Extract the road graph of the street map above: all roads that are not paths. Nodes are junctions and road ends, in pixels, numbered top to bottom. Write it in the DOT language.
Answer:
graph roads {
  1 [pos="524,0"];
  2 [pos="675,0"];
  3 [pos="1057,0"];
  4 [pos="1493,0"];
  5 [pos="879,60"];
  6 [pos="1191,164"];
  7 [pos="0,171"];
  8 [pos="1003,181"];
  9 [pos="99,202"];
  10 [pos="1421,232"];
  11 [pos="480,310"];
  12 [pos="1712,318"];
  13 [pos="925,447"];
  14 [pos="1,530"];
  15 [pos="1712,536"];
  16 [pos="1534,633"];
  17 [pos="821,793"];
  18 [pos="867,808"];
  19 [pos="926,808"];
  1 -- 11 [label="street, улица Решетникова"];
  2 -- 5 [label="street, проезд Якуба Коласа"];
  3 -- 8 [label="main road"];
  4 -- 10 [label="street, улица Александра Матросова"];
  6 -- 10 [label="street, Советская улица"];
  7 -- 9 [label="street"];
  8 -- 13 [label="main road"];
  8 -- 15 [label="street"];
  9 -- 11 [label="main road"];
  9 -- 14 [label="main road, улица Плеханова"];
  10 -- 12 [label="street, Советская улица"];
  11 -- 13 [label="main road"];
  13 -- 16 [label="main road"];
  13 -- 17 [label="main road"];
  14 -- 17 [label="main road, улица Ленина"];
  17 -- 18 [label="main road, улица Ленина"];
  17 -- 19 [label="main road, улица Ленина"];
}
•••••
(Try it): The data must be output in full, exactly as given.

(Answer area):
Extract the road graph of the street map above: all roads that are not paths. Nodes are junctions and road ends, in pixels, numbered top to bottom. Write it in the DOT language.
Answer:
graph roads {
  1 [pos="524,0"];
  2 [pos="675,0"];
  3 [pos="1057,0"];
  4 [pos="1493,0"];
  5 [pos="879,60"];
  6 [pos="1191,164"];
  7 [pos="0,171"];
  8 [pos="1003,181"];
  9 [pos="99,202"];
  10 [pos="1421,232"];
  11 [pos="480,310"];
  12 [pos="1712,318"];
  13 [pos="925,447"];
  14 [pos="1,530"];
  15 [pos="1712,536"];
  16 [pos="1534,633"];
  17 [pos="821,793"];
  18 [pos="867,808"];
  19 [pos="926,808"];
  1 -- 11 [label="street, улица Решетникова"];
  2 -- 5 [label="street, проезд Якуба Коласа"];
  3 -- 8 [label="main road"];
  4 -- 10 [label="street, улица Александра Матросова"];
  6 -- 10 [label="street, Советская улица"];
  7 -- 9 [label="street"];
  8 -- 13 [label="main road"];
  8 -- 15 [label="street"];
  9 -- 11 [label="main road"];
  9 -- 14 [label="main road, улица Плеханова"];
  10 -- 12 [label="street, Советская улица"];
  11 -- 13 [label="main road"];
  13 -- 16 [label="main road"];
  13 -- 17 [label="main road"];
  14 -- 17 [label="main road, улица Ленина"];
  17 -- 18 [label="main road, улица Ленина"];
  17 -- 19 [label="main road, улица Ленина"];
}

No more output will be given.